> **Task details**
When the string "main" appears in a line of the records, show the whole line.

Collection entries
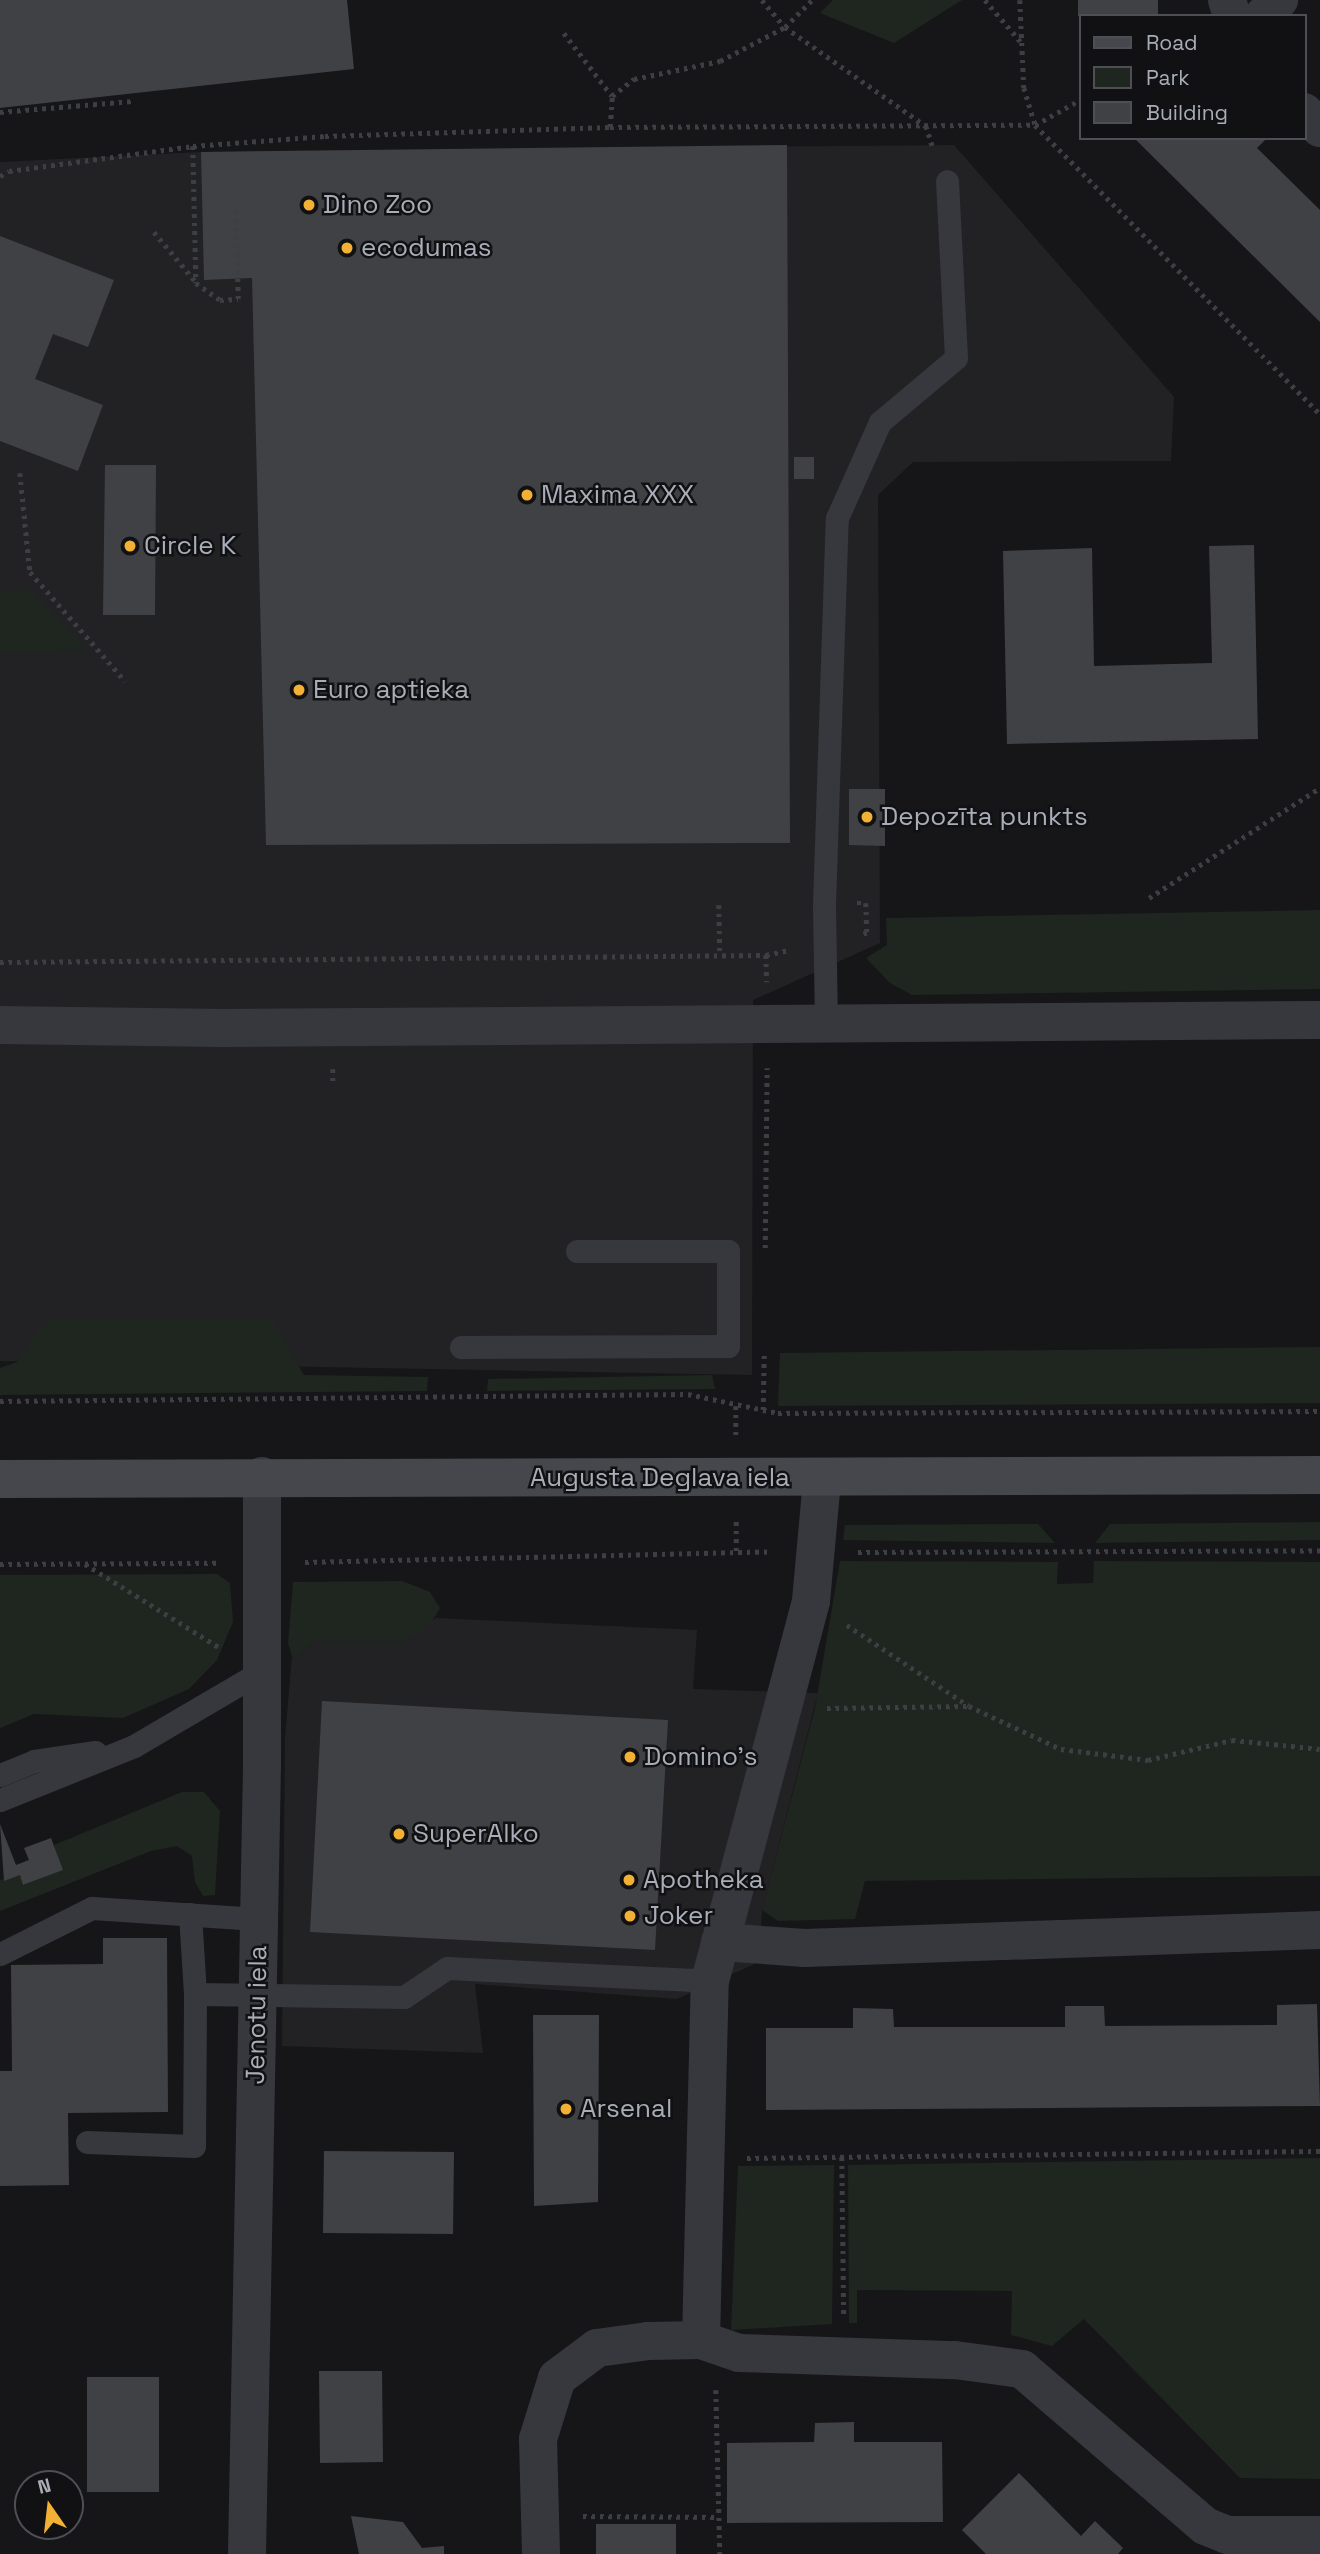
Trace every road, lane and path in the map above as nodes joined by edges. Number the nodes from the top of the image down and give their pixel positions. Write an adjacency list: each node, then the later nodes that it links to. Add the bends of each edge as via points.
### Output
1 (762, 0): 7 (path)
2 (812, 0): 7 (path)
3 (985, 0): 9 (path)
4 (1020, 0): 9 (path)
5 (1279, 0): 6 (street)
6 (1264, 14)
7 (785, 27): 10 (path, via 720,61 634,79); 16 (path)
8 (564, 33): 10 (path)
9 (1021, 42): 15 (path, via 1024,88)
10 (612, 96): 17 (path)
11 (133, 101): 13 (path)
12 (1078, 101): 15 (path)
13 (0, 112)
14 (1306, 114): 18 (street)
15 (1035, 125): 16 (path); 25 (path)
16 (926, 126): 17 (path)
17 (610, 127): 19 (path, via 325,136)
18 (1320, 128)
19 (192, 146): 20 (path, via 9,171); 24 (path)
20 (0, 176)
21 (947, 181): 35 (lane, via 956,358 880,422 837,518 824,904)
22 (236, 209): 24 (path, via 238,299 220,300)
23 (154, 232): 24 (path)
24 (197, 283)
25 (1320, 414)
26 (20, 473): 27 (path, via 30,572)
27 (125, 681)
28 (1320, 788): 29 (path)
29 (1149, 898)
30 (719, 905): 31 (path)
31 (720, 955): 32 (path); 34 (path, via 766,955)
32 (0, 962)
33 (1320, 1020): 35 (street)
34 (768, 1022): 35 (street); 36 (street, via 223,1028); 40 (path)
35 (826, 1022)
36 (0, 1025)
37 (333, 1062): 38 (path)
38 (333, 1085)
39 (577, 1251): 42 (lane, via 728,1251 728,1346)
40 (765, 1258)
41 (764, 1341): 44 (path)
42 (461, 1347)
43 (0, 1401): 44 (path, via 688,1394)
44 (763, 1410): 45 (path)
45 (1320, 1411)
46 (1320, 1475): 49 (main road, Augusta Deglava iela)
47 (262, 1476): 48 (main road, Augusta Deglava iela); 49 (main road, Augusta Deglava iela); 52 (street, Jenotu iela)
48 (0, 1479)
49 (822, 1479): 51 (street)
50 (1320, 1550): 51 (path)
51 (819, 1551): 52 (path); 55 (street)
52 (262, 1563): 54 (path); 56 (street, Jenotu iela)
53 (0, 1564): 54 (path)
54 (84, 1564): 56 (path)
55 (811, 1601): 57 (street); 58 (path)
56 (260, 1672): 59 (lane); 64 (street, Jenotu iela)
57 (780, 1706): 58 (path); 66 (street)
58 (969, 1706): 60 (path, via 1061,1749 1148,1760 1232,1740)
59 (134, 1746): 61 (lane, via 34,1761); 62 (lane)
60 (1320, 1749)
61 (0, 1775)
62 (0, 1800)
63 (190, 1914): 64 (lane); 67 (lane, via 92,1908); 70 (lane)
64 (258, 1919): 69 (street, Jenotu iela)
65 (1320, 1930): 66 (street, via 805,1948)
66 (720, 1942): 68 (street)
67 (0, 1955)
68 (710, 1981): 69 (lane, via 447,1968 404,1997); 74 (street)
69 (258, 1992): 70 (lane); 80 (street, Jenotu iela)
70 (195, 1994): 71 (lane, via 194,2146)
71 (88, 2142)
72 (1320, 2151): 73 (path)
73 (842, 2157): 74 (path); 76 (path)
74 (705, 2159): 75 (street)
75 (701, 2340): 76 (street, via 739,2353); 77 (street, via 597,2348 556,2378 538,2439); 78 (path, via 716,2385)
76 (845, 2358): 79 (street, via 956,2360 1022,2369 1205,2526 1227,2535)
77 (540, 2515): 78 (path); 81 (street)
78 (719, 2517): 82 (path)
79 (1320, 2535)
80 (247, 2554)
81 (541, 2554)
82 (720, 2554)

> **Result below**
46 (1320, 1475): 49 (main road, Augusta Deglava iela)
47 (262, 1476): 48 (main road, Augusta Deglava iela); 49 (main road, Augusta Deglava iela); 52 (street, Jenotu iela)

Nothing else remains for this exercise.